Most life lessons are most obvious when viewed in hindsight. It’s not until long after the event occurs that you wish you could go back in time and tell yourself the one word that would have saved you from humiliation and discomfort: “No.” So here’s the realization I came across quite early in my freshman year, although not quite early enough: In college, the “hook-up culture” creates an environment in which hookups are expected to happen.
The friends I made on the guys’ side of my freshman hall would never be the same as my high school friends. College is a completely different playing field. I wasn’t just going to school with these guys; I was living with them. They weren’t just people I would see in passing in the hallways and sit next to in class. Never before had my interactions with guys been in such close proximity, sustained for as long, or occured so frequently. It was all so different, yet I kept telling myself the opposite: that I’d always had guy friends, and these weren’t any different. That’s where I went wrong. I hadn’t changed, but the atmosphere in which my friendships existed was vastly different.

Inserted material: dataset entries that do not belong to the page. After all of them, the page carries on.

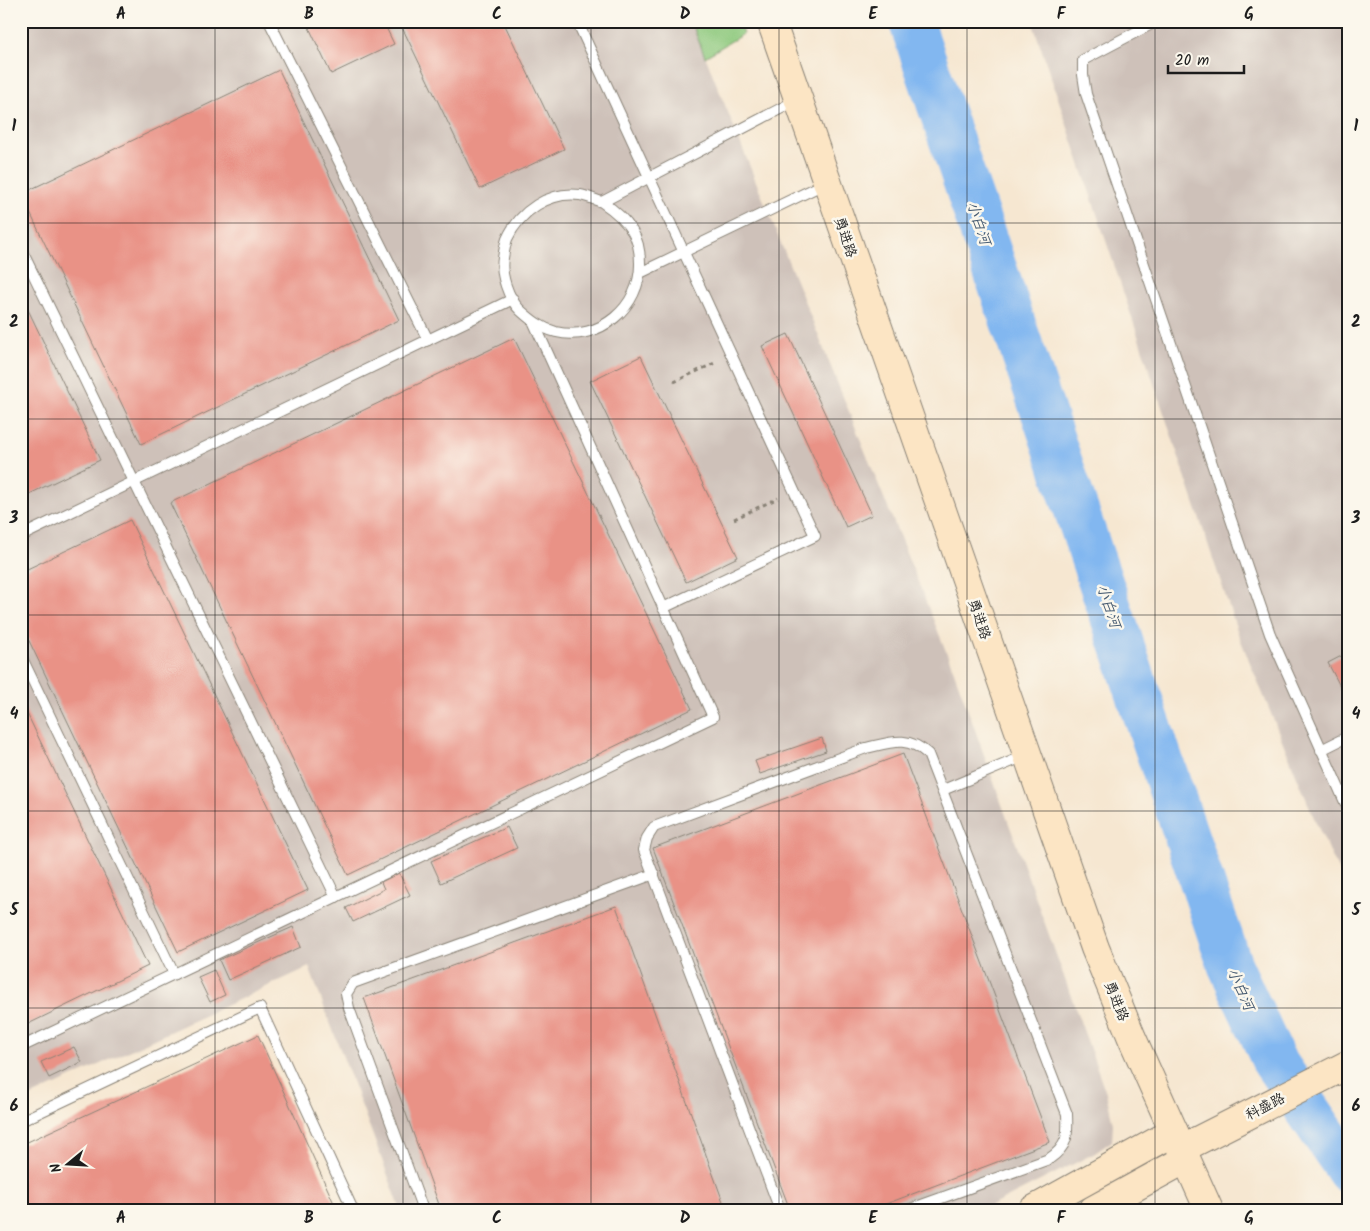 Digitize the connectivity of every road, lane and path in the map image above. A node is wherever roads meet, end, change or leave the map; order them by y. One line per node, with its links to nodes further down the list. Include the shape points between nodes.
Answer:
1 (269, 21): 14 (lane)
2 (577, 21): 6 (lane)
3 (771, 21): 5 (street, 勇进路)
4 (1157, 21): 24 (lane, via 1083,60 1086,94 1270,634)
5 (798, 100): 6 (lane); 7 (street, 勇进路)
6 (649, 177): 8 (lane); 10 (lane)
7 (827, 182): 10 (lane); 25 (street, 勇进路)
8 (602, 202): 11 (lane, via 620,214 633,232 640,252); 12 (lane, via 580,195 557,196 535,205 518,220 506,240 502,263)
9 (21, 249): 17 (lane)
10 (684, 252): 11 (lane); 15 (lane)
11 (640, 273): 13 (lane, via 634,296 620,314 601,328 578,334 555,332)
12 (512, 299): 13 (lane); 14 (lane)
13 (534, 323): 21 (lane)
14 (428, 340): 17 (lane)
15 (731, 355): 16 (path); 18 (lane)
16 (674, 382)
17 (134, 482): 20 (lane); 29 (lane)
18 (794, 490): 19 (path); 21 (lane, via 815,536)
19 (734, 519)
20 (21, 536)
21 (663, 608): 29 (lane, via 713,717)
22 (21, 656): 30 (lane)
23 (1349, 736): 24 (lane)
24 (1321, 750): 27 (lane)
25 (1028, 754): 26 (lane); 34 (street, 勇进路, via 1095,948)
26 (943, 790): 28 (lane, via 928,754 919,746 908,742 866,748 654,827 644,850); 38 (lane, via 1067,1114 1068,1128 1066,1143 1049,1159)
27 (1349, 811)
28 (654, 874): 36 (lane, via 353,983 346,994 348,1008); 37 (lane)
29 (336, 897): 30 (lane)
30 (174, 974): 31 (lane)
31 (21, 1047)
32 (1349, 1064): 34 (street, 科盛路)
33 (21, 1121): 35 (lane, via 260,1008)
34 (1181, 1146): 39 (street, 科盛路); 40 (street, 科盛路); 41 (street, 勇进路)
35 (352, 1210)
36 (423, 1210)
37 (780, 1210)
38 (908, 1210)
39 (1033, 1210)
40 (1093, 1210)
41 (1209, 1210) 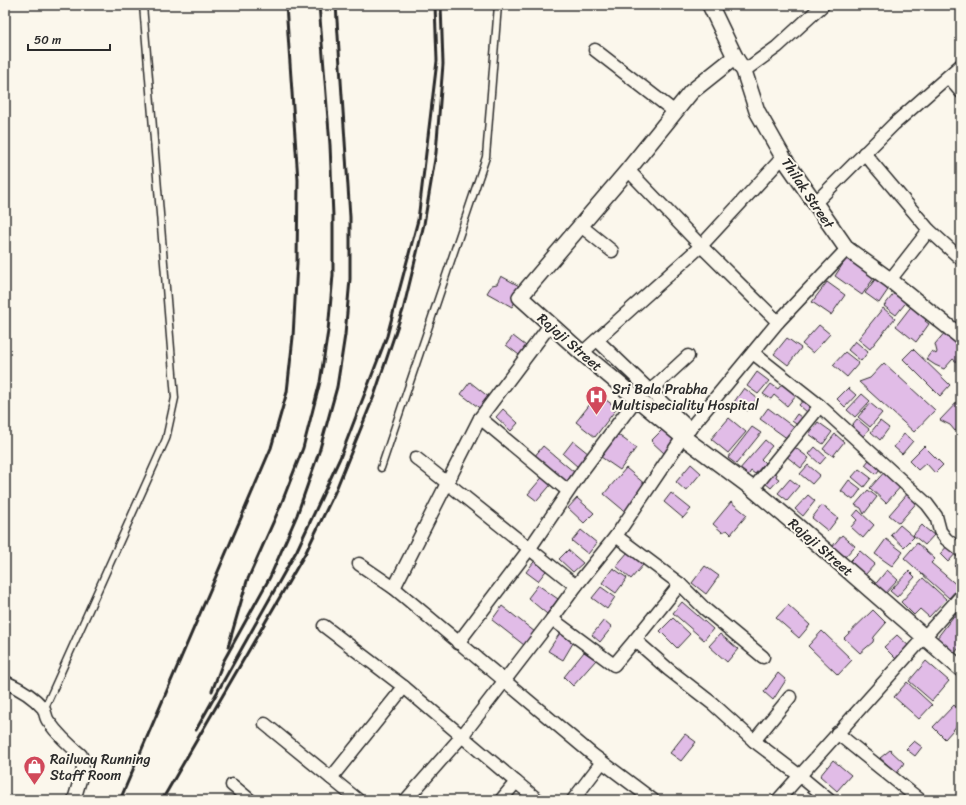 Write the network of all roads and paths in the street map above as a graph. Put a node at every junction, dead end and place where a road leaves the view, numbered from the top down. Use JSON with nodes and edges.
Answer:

Remember when you were in middle school, and the second you were friendly with a person of the opposite sex, it meant you were a couple? And whether there were romantic feelings or not, those under question would always yell out in frustration: “Can’t we just be friends without everyone thinking we’re together?” Well, it turns out that not much has changed since those days. There were certain guys on my hall that I connected with, so I spent most of my time hanging out with them. I didn’t think much of it. Unfortunately, the same couldn’t be said for the guys in question. It was almost as if every guy I tried to befriend had different expectations. It’s one thing for two people to start as friends and to eventually fall in love, but it’s another to assume that just because a girl talks to you during the day and gets lunch with you, she wants to be in your bed later that night. If I saw a friend from my hall at a party, it was as if the familiarity instantly meant, “Let’s hook up.”
Now, to be clear, I’m not saying this only applies to guys. Women can be just as sex-crazed as men. And it doesn’t even need to be sex. It could be the desperate desire to label whatever it is that’s going on between two people.
The college “hook-up culture” can be a driving force behind decisions that ultimately end in regret and a handful of awkward silences, but if you can understand it and decide what you want out of it, take these years to embrace it. College only happens once.
Mariana D is a Behind Closed Doors columnist and recommends that boys and girls try and not mistake platonic friendship for romantic gestures.